• _What to produce_
Report how many lines in the records below contain the word "language". Nothing else belongs in the answer.

• _Available data_
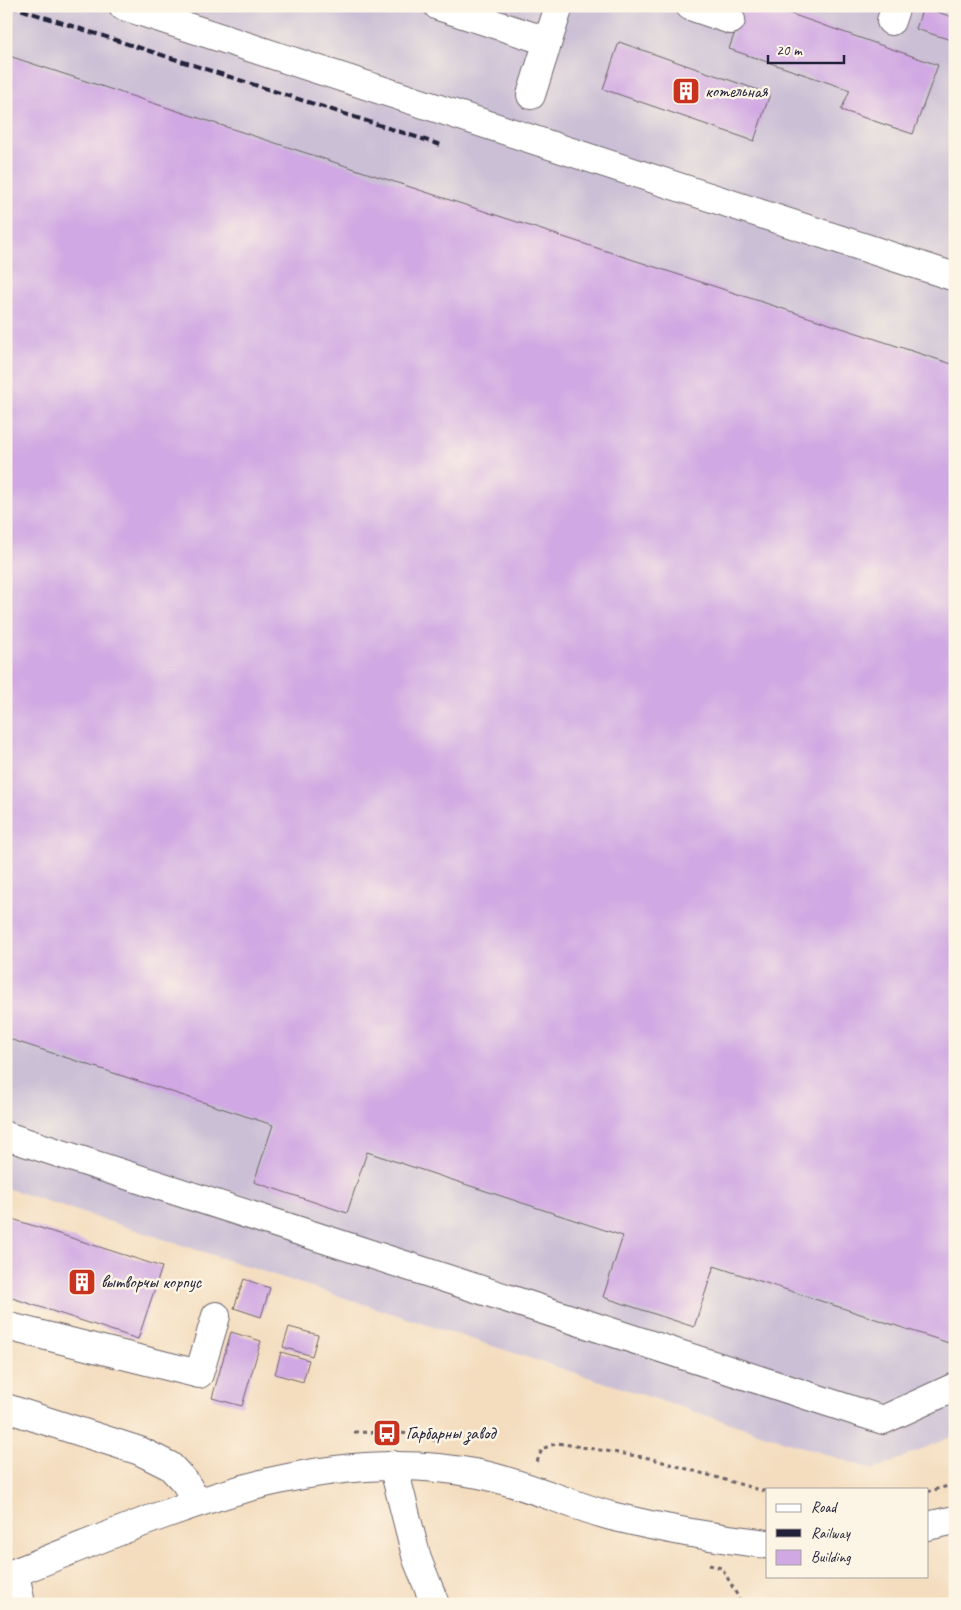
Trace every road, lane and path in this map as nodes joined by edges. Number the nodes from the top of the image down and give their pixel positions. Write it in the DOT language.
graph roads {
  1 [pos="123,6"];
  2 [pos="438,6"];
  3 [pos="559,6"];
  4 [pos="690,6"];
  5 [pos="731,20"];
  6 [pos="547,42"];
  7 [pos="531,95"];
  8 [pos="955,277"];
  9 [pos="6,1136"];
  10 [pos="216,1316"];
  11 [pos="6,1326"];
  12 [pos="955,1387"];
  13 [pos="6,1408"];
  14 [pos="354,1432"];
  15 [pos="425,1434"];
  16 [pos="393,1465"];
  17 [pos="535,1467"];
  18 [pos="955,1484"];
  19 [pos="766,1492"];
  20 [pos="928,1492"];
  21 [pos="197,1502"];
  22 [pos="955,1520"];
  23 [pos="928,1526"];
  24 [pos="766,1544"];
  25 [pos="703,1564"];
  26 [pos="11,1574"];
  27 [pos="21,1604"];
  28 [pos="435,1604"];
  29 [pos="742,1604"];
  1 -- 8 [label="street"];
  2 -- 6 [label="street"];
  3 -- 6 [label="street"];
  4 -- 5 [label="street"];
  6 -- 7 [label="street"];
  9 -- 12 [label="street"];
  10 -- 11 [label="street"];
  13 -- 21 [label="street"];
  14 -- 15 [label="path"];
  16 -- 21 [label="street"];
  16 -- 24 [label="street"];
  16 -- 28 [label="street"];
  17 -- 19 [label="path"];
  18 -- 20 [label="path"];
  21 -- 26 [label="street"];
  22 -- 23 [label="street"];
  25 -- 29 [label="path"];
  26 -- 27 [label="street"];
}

* * *

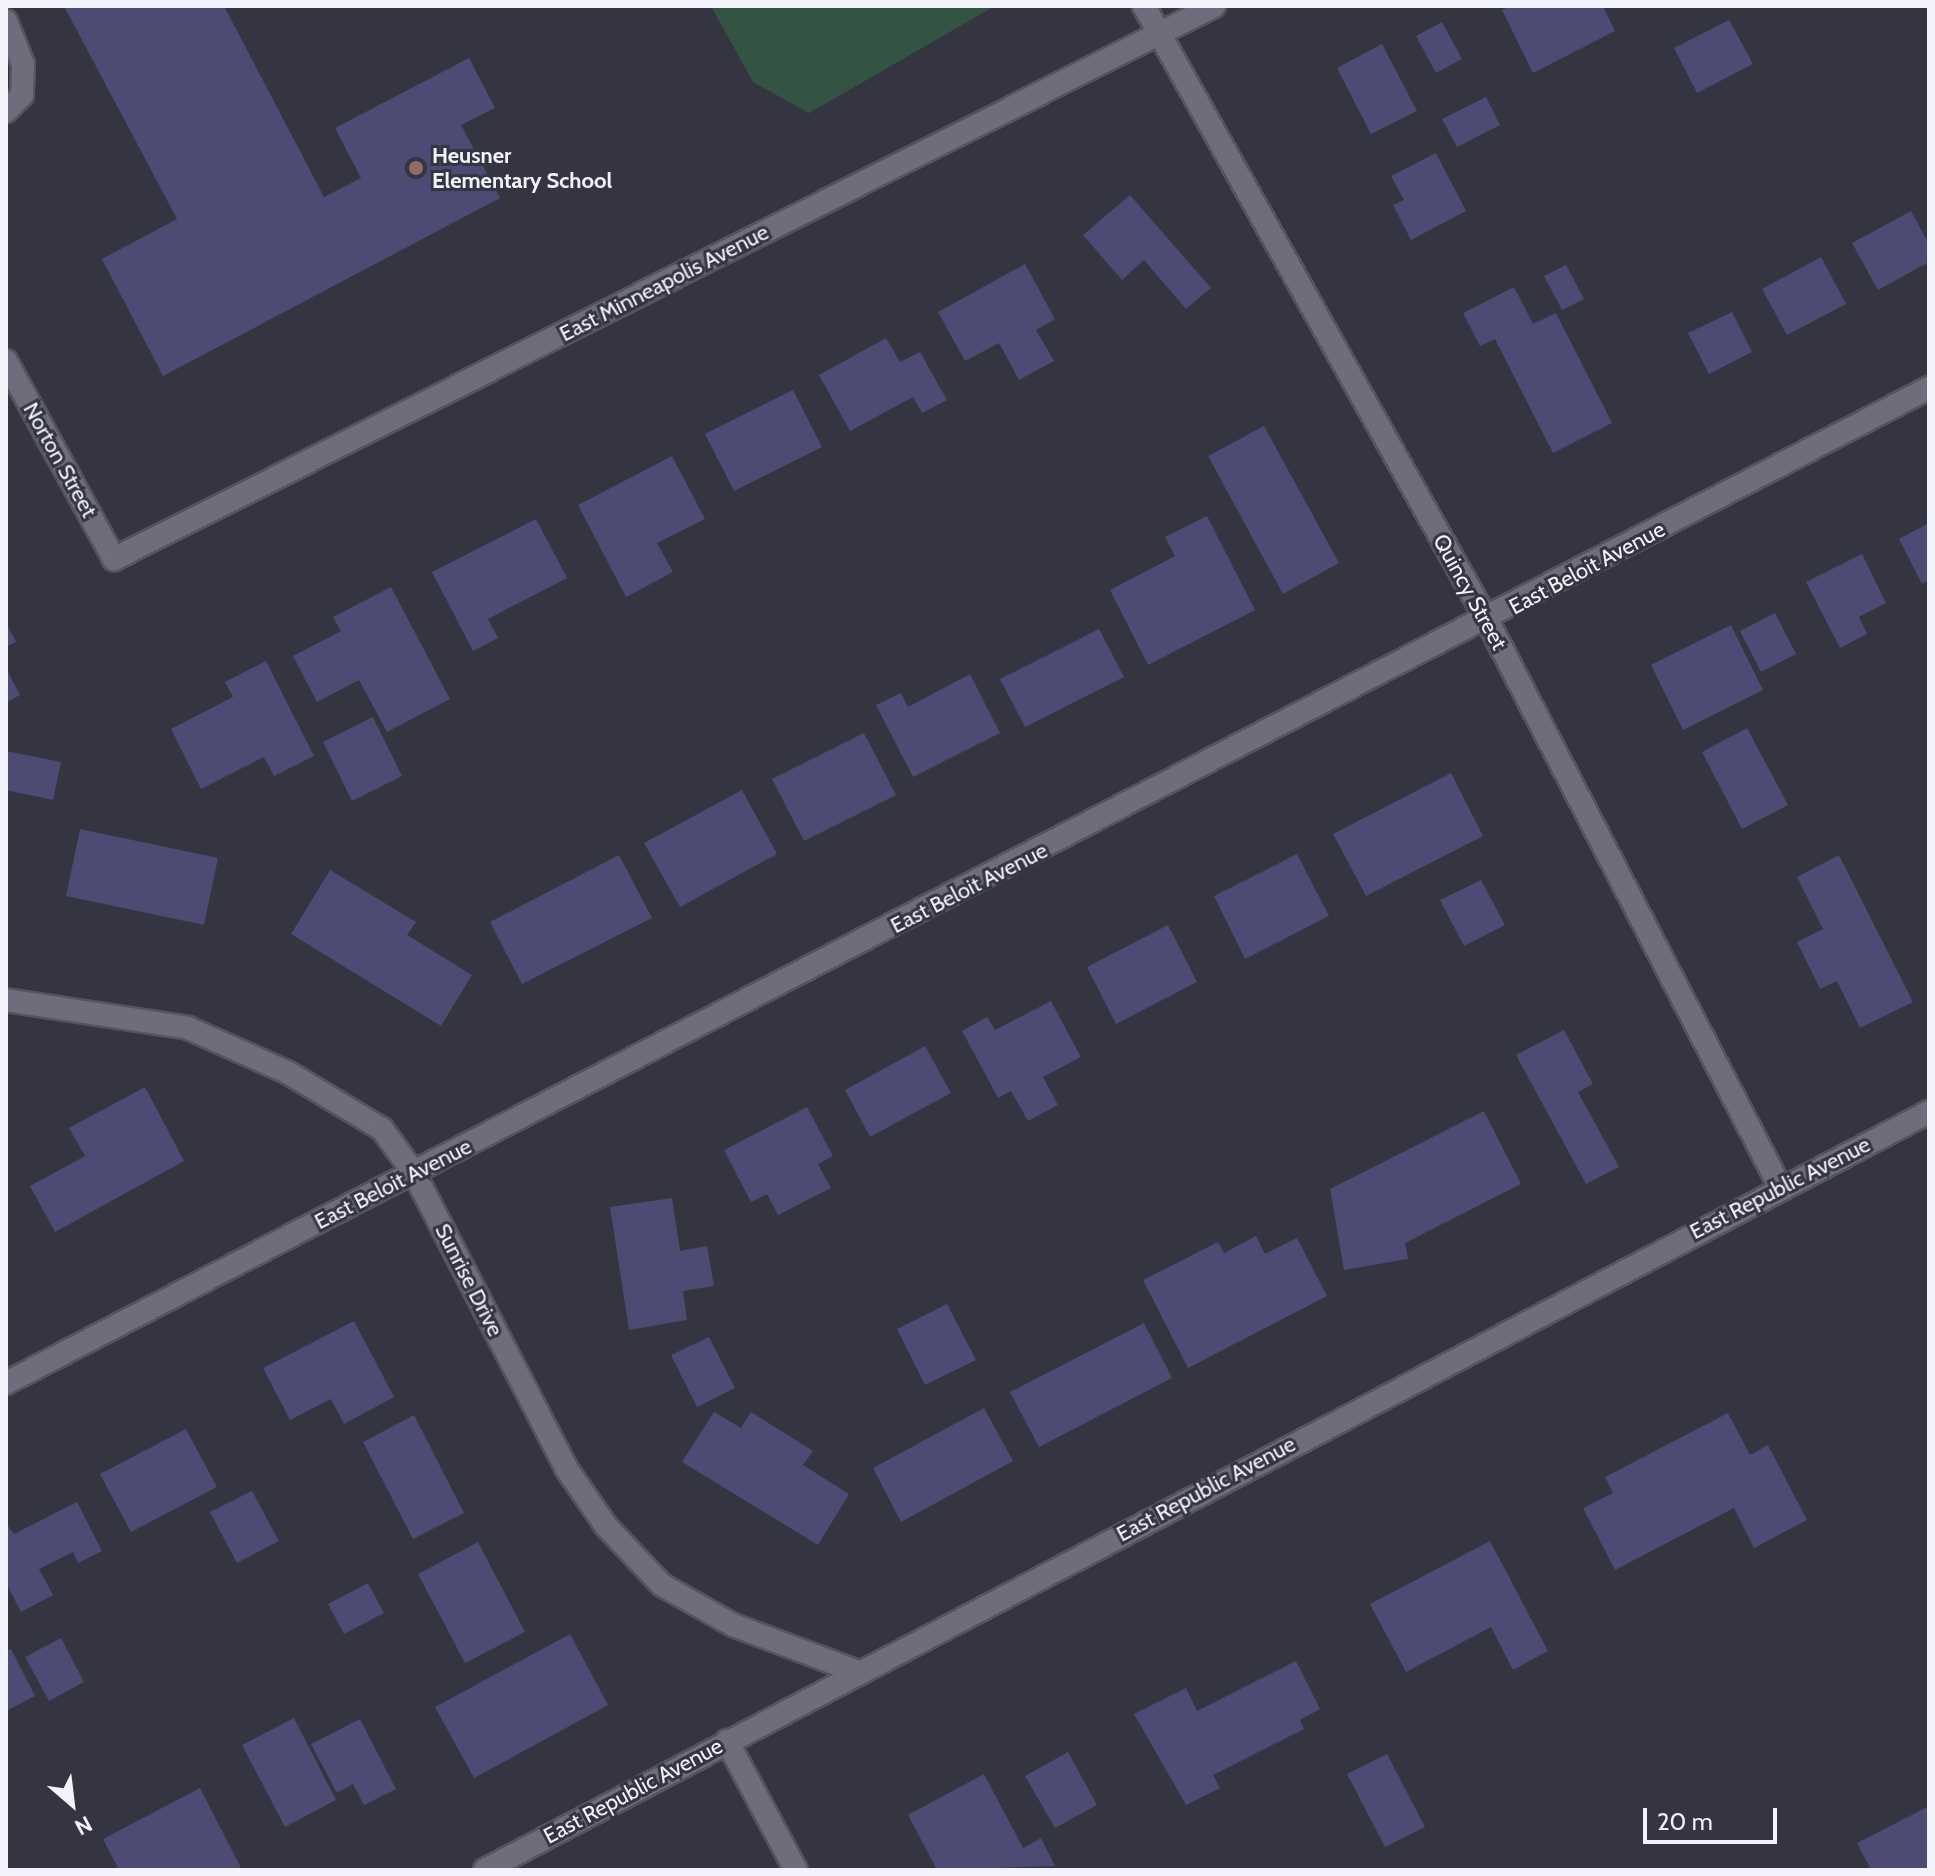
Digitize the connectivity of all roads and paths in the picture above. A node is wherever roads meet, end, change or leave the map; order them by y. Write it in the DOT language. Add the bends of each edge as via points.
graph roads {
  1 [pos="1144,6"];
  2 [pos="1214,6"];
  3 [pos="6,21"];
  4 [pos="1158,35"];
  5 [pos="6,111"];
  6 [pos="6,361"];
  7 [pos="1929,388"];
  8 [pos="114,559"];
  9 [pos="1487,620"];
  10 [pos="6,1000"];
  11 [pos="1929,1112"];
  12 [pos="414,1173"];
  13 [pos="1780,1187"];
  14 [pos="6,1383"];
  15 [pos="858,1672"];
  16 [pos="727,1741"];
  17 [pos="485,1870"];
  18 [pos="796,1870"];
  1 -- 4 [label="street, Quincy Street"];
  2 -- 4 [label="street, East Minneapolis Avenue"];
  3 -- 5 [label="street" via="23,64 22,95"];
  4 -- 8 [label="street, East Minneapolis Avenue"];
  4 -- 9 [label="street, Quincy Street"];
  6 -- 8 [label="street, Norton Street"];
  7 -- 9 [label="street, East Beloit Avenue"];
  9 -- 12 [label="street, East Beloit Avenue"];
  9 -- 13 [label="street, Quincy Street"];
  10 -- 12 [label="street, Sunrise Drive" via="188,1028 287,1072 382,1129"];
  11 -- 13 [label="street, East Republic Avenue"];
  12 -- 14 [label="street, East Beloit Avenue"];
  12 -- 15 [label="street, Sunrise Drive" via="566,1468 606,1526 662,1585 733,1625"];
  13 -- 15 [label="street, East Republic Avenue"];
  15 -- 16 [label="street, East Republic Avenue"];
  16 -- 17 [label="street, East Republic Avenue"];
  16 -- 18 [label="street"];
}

• _Output_
2